(Dataset entries)
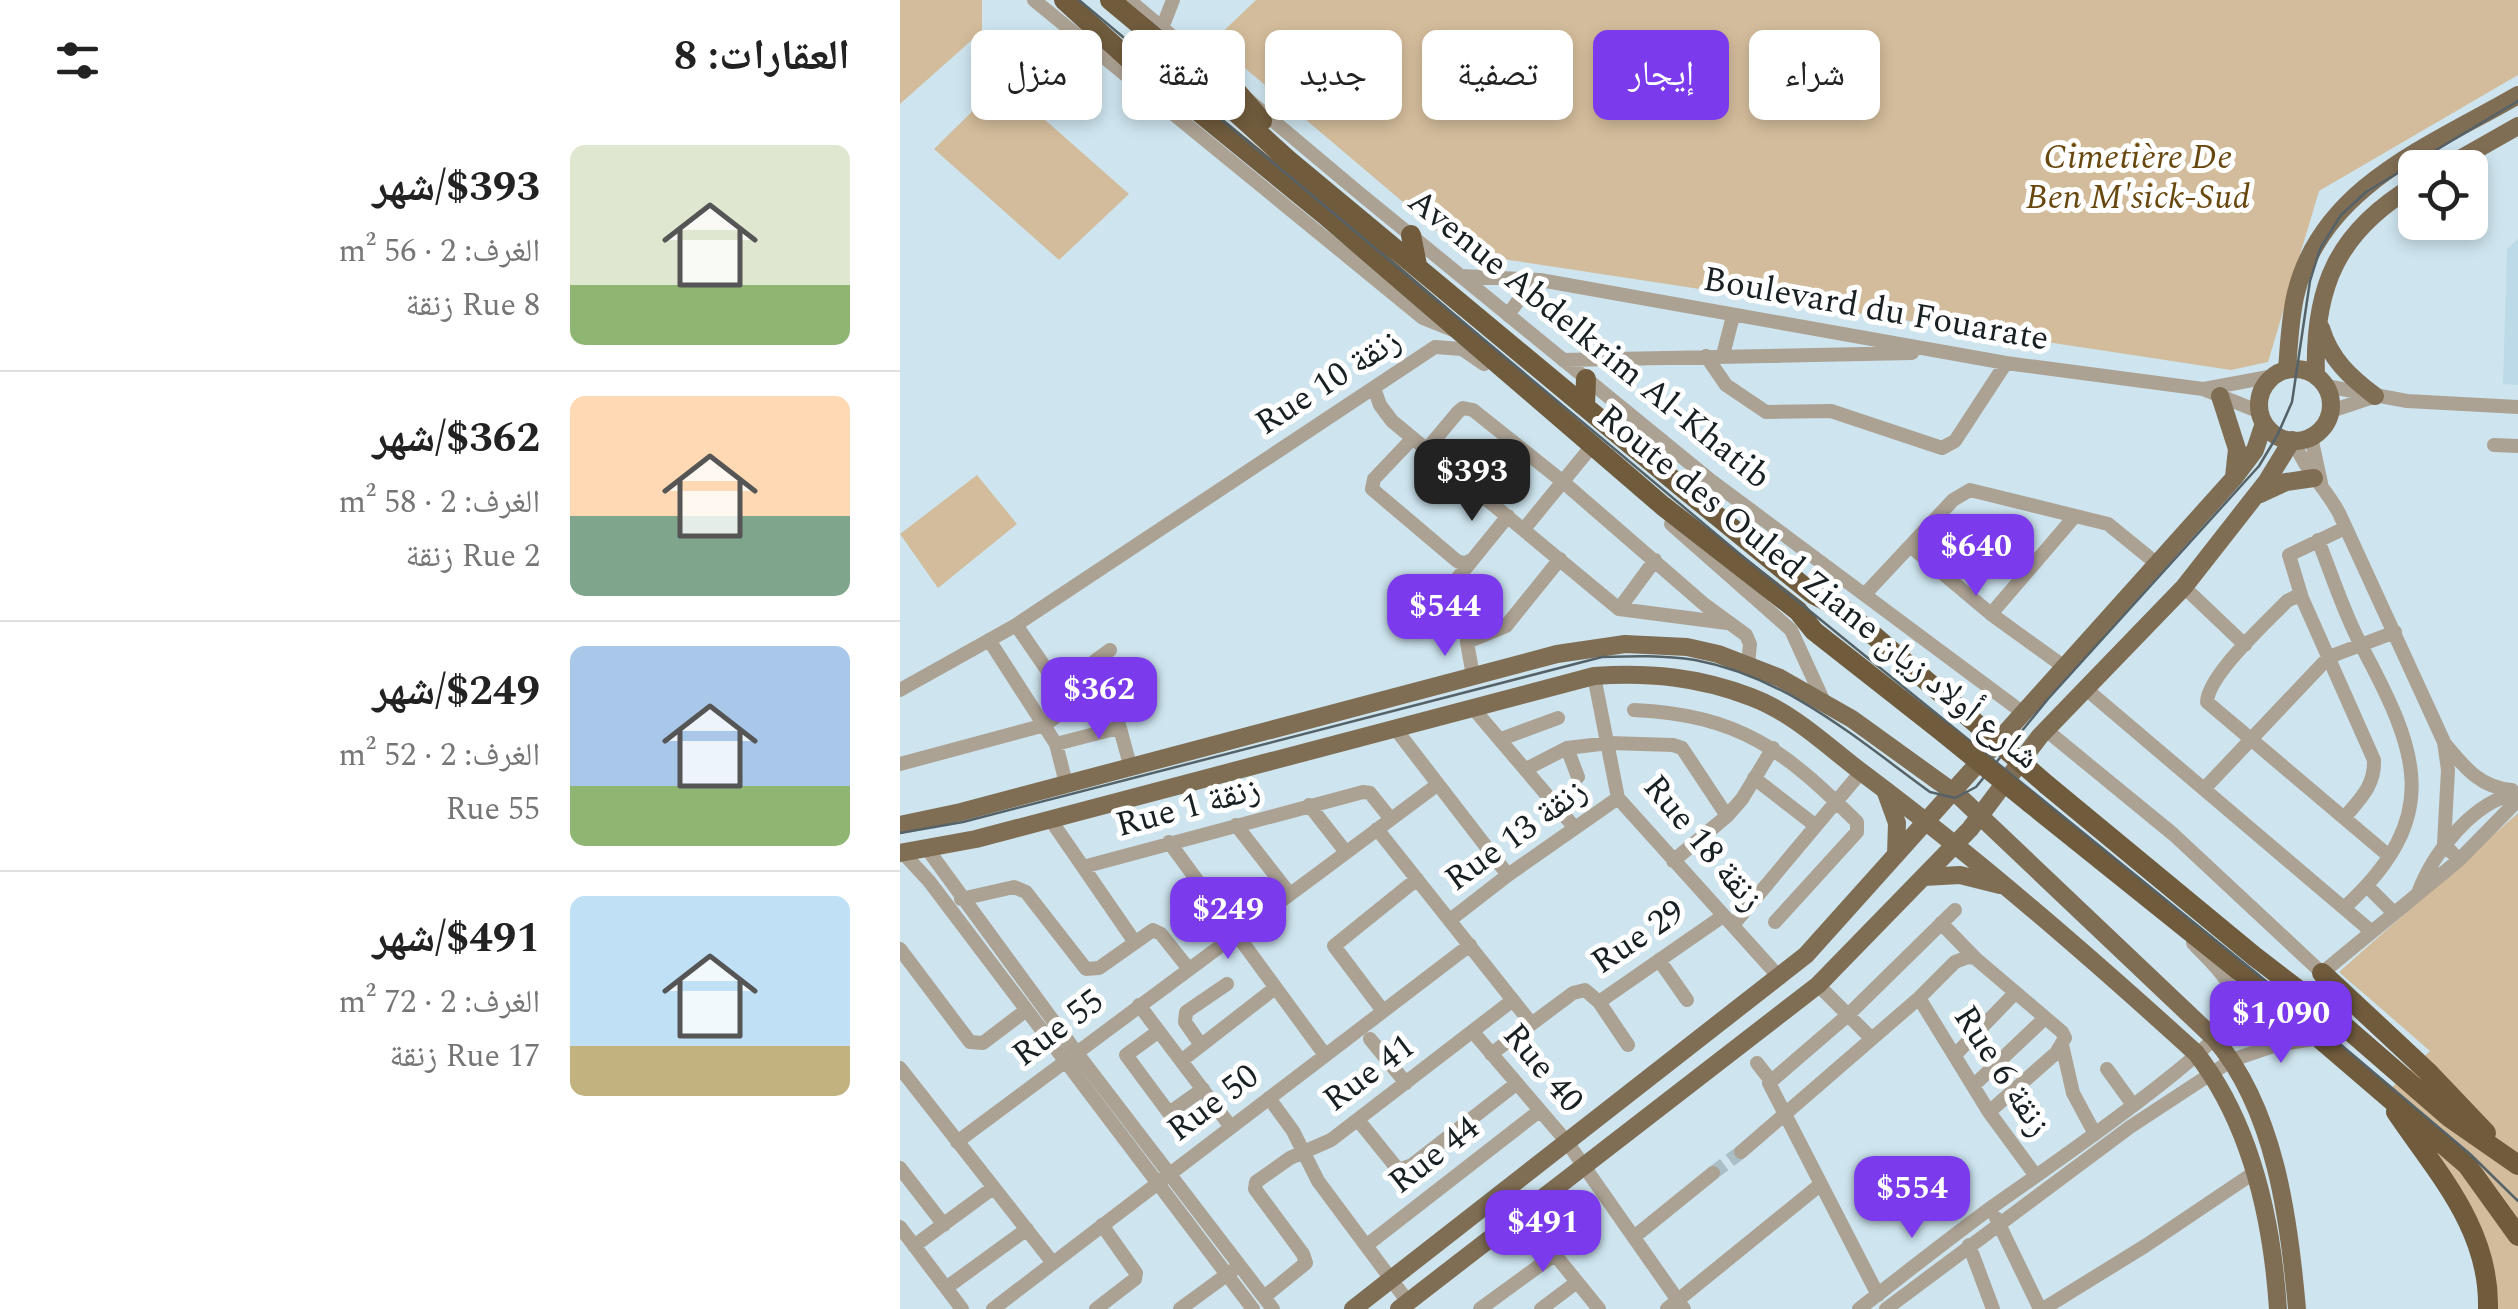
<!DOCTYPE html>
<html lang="ar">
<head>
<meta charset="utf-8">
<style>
  :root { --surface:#fff; --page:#f6f6f6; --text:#222; --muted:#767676; --line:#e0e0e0; --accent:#7c3aed }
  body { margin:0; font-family:Spectral,"Noto Naskh Arabic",serif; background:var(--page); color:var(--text); direction:rtl; height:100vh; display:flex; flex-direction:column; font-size:38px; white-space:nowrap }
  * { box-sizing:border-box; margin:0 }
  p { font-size:32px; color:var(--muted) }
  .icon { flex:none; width:55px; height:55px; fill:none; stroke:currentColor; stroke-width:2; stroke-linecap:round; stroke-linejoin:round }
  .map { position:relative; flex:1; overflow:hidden; direction:ltr }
  .sheet { display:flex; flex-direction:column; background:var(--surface); width:900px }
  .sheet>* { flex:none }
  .banner { position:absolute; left:30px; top:30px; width:950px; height:90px; direction:rtl; display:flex; gap:20px }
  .controls { position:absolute; left:1498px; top:150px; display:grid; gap:20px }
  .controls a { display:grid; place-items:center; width:90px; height:90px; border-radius:15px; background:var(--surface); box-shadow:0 5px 15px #0003; font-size:50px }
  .price { position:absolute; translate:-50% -85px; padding:0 22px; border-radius:20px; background:var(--accent); color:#fff; font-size:32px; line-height:65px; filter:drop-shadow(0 2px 5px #0008) }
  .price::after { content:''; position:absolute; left:50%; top:60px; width:30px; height:22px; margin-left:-15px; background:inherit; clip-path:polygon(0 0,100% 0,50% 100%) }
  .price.selected { background:#222; color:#fff }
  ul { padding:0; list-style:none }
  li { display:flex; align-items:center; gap:30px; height:250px; padding:0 50px }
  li+li { border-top:2px solid var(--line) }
  li span { display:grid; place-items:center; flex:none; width:280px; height:200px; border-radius:15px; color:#555 }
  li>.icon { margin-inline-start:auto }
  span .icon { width:120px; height:120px; fill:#fffc; stroke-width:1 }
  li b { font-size:42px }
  h2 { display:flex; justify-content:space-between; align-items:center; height:120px; padding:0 50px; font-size:42px }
  .chip { padding:0 35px; border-radius:15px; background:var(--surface); box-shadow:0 5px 15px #0003; font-size:35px; line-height:90px }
  .chip.selected { background:var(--accent); color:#fff }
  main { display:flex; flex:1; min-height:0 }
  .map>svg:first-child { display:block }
</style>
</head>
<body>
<main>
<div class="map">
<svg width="1618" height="1309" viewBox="0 0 1618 1309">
  <rect width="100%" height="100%" fill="#cee5ef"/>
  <path fill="#bcdae7" d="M 1618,239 L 1618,385 L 1603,384 L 1607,249 Z"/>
  <path fill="#d3bc9b" d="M 0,0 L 82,0 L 82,31 L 0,104 Z
    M 356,0 L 1618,0 L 1618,75 L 1419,191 L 1368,362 L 1331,370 L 563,253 L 313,41 Z
    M 102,82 L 229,194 L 159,260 L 34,149 Z
    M 77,475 L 117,524 L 38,588 L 0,534 Z
    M 1618,813 L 1618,1309 L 1588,1309 L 1580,1242 L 1485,1094 L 1530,1051 L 1439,972 Z"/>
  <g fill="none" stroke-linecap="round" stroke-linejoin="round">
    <path stroke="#aabec6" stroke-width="14" stroke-dasharray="14 7" stroke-linecap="butt" d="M 813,1173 L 841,1152"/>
    <path stroke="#aca294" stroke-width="14" d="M 134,0 L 523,318 L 553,330
      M 229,0 L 458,192 L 809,479 L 1122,712
      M 262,28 L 273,0
      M 562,276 L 640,280 L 1106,363 L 1303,389 L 1360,412
      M 608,315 L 625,291 L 639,280
      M 823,355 L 833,316
      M 806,356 L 826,385 L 866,412 L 931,411 L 1042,448 L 1055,441 L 1106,363
      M 663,360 L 1012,353
      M 1426,386 L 1507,401 L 1618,407
      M 474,388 L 480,405 L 492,421 L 719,609 L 755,560
      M 1304,389 L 1374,376
      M 1431,411 L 1473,397
      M 1411,437 L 1421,483
      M 513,438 L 474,479 L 472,489 L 557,561 L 566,564 L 569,561
      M 1394,441 C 1404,469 1425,487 1439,513 L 1544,742 L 1548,770 L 1544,844 L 1559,860
      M 1594,445 L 1618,446
      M 527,449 L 558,412 L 563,408 L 573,410 L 662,481 L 805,605 L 846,635 L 850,644 L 848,665
      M 771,524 L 891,630 L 924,702
      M 624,529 L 687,452
      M 1418,540 C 1432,575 1444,614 1462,647 C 1518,752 1544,816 1445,907
      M 1010,546 L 1091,614
      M 1284,587 L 1345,645
      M 966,593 L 1053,500 L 1070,490 L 1208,524 L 1256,563
      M 1402,598 L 1395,597 L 1387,601 C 1367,622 1308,675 1307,702 L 1489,856
      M 539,601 L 608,516
      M 719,609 L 827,623
      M 116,625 L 171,705
      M 89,640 L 156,744 L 166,783
      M 210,650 L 195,661 L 193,667 L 204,692 L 212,699 L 230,765
      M 1163,666 L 1091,614 L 1175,516
      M 573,676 L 567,642 L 606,626 L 660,559
      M 694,676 L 718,798 L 880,978
      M 1186,689 L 1472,932
      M 0,690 L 116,625 L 535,347 L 562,349 L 584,364
      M 572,707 L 675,828
      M 734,710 C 840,715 884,750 957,822 L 957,832 L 875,922
      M 494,727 L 608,875
      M 1146,730 L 1273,834 L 1422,973 L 1559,860 L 1615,803 L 1617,794
      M 601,739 L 658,718
      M 156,744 L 218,728
      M 1546,745 C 1565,768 1581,788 1612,790
      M 667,748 L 678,777
      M 0,764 L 145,725 L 171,705 L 204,692
      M 626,769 L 667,748 L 709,743 L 773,745 L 782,748 L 827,816
      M 854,778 L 916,826
      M 1304,789 L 1429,657 L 1495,632
      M 409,805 L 445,851
      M 1444,818 C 1460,799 1475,786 1474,760 L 1402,598 L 1389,555 L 1445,528
      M 150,819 L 234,941
      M 336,825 L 389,893
      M 477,829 L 631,1023
      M 269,842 L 425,1055
      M 28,850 L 176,1052 L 373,1309
      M 3,853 L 29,881 L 353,1309
      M 773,861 L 827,816 L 842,799 L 873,748
      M 183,867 L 463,792 L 470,793 L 490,818
      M 1467,886 L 1494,913
      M 1518,893 C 1533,853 1573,801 1618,793
      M 61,899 L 114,887 L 126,892 L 186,969 L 199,968 L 253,930 L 261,934 L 288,968
      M 550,920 L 608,875 L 718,798
      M 1041,923 L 1075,958 L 1162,1032 L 1165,1038 L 1156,1053 L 1089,1112
      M 833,925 L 961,772
      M 0,949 L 70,1042 L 83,1043 L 125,1011
      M 759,960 L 787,1000
      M 918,985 L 971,1038
      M 1019,998 L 1089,1112 L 1136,1176
      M 699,1002 L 728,1045
      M 239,1005 L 331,1127
      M 483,1011 L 434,946 L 517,879
      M 259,1031 L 226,1055 L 269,1113 L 303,1089
      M 573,1032 L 667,1142 L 784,1309
      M 470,1039 L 506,1083
      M 301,1045 L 285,1022 L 286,1012 L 327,984
      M 1162,1045 L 1173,1093 L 1195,1134
      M 591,1054 L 673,993 L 685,990 L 699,1002 L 823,916
      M 1055,1055 L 1115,993
      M 281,1061 L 375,988
      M 857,1063 L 871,1081
      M 0,1068 L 153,1263
      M 1207,1069 L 1233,1105
      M 1073,1086 L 1145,1018
      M 369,1098 L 393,1131 L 418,1181 L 508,1302
      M 458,1120 L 496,1167 L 501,1169 L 512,1165 L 616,1084
      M 57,1142 L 537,785
      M 841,1152 L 1019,998 L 1055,962 L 1068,957 L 1075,958
      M 0,1168 L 44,1225
      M 622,1214 L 699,1309
      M 1096,1218 L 1140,1309
      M 0,1227 L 62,1309
      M 734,1237 L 813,1173
      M 467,1245 L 638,1112
      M 1069,1245 L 1093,1309
      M 14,1246 L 93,1188
      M 46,1288 L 127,1229
      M 978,1295 L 869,1083 L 948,1015 L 1055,910
      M 364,1297 L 406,1263 L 403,1254 L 355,1189 L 356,1182 L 390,1158 L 431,1140 L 613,1000
      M 93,1309 L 570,945
      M 196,1309 L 235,1279 L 236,1273 L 202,1225
      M 280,1309 L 332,1271
      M 580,1309 L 654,1255
      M 641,1309 L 677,1282
      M 767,1309 L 921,1184
      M 959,1309 C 1003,1275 1047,1240 1092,1207 C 1131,1179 1326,1047 1334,1012 C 1340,985 1309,961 1293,943
      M 986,1309 L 1230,1127 L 1332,1060 L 1376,1045 L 1420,1038
      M 1143,1309 L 1245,1246 L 1355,1172"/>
    <path stroke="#806e54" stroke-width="18" d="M 1544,168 L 1618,126
      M 1421,328 C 1430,359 1450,377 1475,396
      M1359 405a36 36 0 1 1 72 0a36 36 0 1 1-72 0Z
      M 1387,370 C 1389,345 1390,317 1396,293 C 1422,186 1532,145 1618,95
      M 1416,376 C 1413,286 1438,231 1515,185
      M 1320,396 L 1337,449 L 1334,477
      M 1360,494 L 1386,482 L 1414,478
      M 985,790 L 997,823 L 996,855
      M 0,825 L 61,812 L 657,654 L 725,644 L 787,647 L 818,654 L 880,678 L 952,719 L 1060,797 L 1314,1038 C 1375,1109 1389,1218 1397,1309
      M 0,853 L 76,839 L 694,676 C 749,672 799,677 851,697 C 894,713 928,747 964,774 C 1080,861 1188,955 1296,1053 C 1352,1125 1372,1219 1378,1309
      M 1024,877 L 1060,875 L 1100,885
      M 453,1309 L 906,955 L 1334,478 L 1355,450 L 1364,423
      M 499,1309 L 918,985 L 1070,829 L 1140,736 L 1284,587 L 1367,481 L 1392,440"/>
    <path stroke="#705b3d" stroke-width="20" d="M 164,0 L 264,91 L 294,108 L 425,215 L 763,506 L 898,611 L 914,631 L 1045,734
      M 210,0 L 293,69 L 308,87 L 387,159 L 784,489 L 913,594 L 944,610 L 1064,713
      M 337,92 L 362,121
      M 511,235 L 517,265
      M 685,406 L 686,379
      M 1147,785 L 1354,956 L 1435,1018 L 1549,1117 L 1618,1165
      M 1130,803 L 1368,994 L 1567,1165 L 1618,1236
      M 1422,973 L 1527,1071 L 1586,1133
      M 1496,1112 C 1538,1174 1590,1229 1588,1309"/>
    <path stroke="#556268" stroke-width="2.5" d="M 179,0 L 841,555 L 1356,973 L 1570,1154 L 1618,1201
      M 0,833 L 63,822 L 702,657 C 733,656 764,655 795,660 C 887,677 957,739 1030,792 L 1055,798 L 1076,787 L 1148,699 L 1359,466 L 1377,436 L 1392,402 L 1410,281 L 1420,249 L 1441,215 L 1466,192 L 1618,101"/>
    <path stroke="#705b3d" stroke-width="20" d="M 1064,713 L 1147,785
      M 1045,734 L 1130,803"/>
  </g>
  <g text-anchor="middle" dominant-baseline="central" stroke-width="10" stroke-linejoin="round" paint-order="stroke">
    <g font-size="35" font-style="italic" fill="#69480f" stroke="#fff">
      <text x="1238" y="157">Cimetière De<tspan x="1238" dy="40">Ben M'sick-Sud</tspan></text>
    </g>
    <g font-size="35" fill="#182024" stroke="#fff">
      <text transform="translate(976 309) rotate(10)">Boulevard du Fouarate</text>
      <text transform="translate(689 339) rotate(39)">Avenue Abdelkrim Al-Khatib</text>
      <text transform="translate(428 382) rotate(-33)">Rue 10 زنقة</text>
      <text transform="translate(918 587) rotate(39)">Route des Ouled Ziane شارع أولاد زيان</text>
      <text transform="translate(288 807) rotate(-15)">Rue 1 زنقة</text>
      <text transform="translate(616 835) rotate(-36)">Rue 13 زنقة</text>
      <text transform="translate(803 843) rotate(50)">Rue 18 زنقة</text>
      <text transform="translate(738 937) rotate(-34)">Rue 29</text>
      <text transform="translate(158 1028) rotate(-37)">Rue 55</text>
      <text transform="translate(643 1068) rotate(50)">Rue 40</text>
      <text transform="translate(1102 1071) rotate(57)">Rue 6 زنقة</text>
      <text transform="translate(469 1073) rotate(-37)">Rue 41</text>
      <text transform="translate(313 1103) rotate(-37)">Rue 50</text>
      <text transform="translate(534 1155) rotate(-38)">Rue 44</text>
    </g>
  </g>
</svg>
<div class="controls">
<a><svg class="icon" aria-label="locate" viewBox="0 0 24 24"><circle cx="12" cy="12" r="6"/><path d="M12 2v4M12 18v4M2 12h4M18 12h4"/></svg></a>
</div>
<b class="price selected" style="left:572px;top:524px">$393</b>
<b class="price" style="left:1076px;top:599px">$640</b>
<b class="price" style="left:545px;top:659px">$544</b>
<b class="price" style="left:199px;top:742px">$362</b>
<b class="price" style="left:328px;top:962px">$249</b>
<b class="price" style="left:1381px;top:1066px">$1,090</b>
<b class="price" style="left:1012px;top:1241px">$554</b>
<b class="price" style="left:643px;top:1275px">$491</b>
<div class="banner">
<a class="chip">شراء</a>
<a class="chip selected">إيجار</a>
<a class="chip">تصفية</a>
<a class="chip">جديد</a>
<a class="chip">شقة</a>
<a class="chip">منزل</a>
</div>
</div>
<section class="sheet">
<h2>العقارات: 8<svg class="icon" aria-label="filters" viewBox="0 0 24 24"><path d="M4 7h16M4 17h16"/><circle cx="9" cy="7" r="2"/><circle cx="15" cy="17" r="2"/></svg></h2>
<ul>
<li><span style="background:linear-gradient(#dfe7d0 70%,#8fb573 0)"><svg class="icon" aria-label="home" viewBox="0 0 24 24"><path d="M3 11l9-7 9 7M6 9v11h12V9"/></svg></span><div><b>$393/شهر</b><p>الغرف: 2 · 56 m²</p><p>Rue 8 زنقة</p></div></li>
<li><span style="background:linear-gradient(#ffd9b3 60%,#7fa58c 0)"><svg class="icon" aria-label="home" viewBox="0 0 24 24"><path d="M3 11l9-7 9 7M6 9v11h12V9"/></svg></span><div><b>$362/شهر</b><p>الغرف: 2 · 58 m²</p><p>Rue 2 زنقة</p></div></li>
<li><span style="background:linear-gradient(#a9c7e8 70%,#8fb573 0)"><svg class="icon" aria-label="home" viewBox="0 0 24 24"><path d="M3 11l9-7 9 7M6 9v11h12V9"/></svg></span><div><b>$249/شهر</b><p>الغرف: 2 · 52 m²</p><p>Rue 55</p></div></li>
<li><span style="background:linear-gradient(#bfe0f5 75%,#c2b280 0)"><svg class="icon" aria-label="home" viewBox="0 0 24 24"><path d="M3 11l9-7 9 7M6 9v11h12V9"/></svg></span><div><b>$491/شهر</b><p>الغرف: 2 · 72 m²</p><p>Rue 17 زنقة</p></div></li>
</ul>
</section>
</main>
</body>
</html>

▶ Work order
The answer should be one number, the count of lines above that contain "body".

▶ Your response
3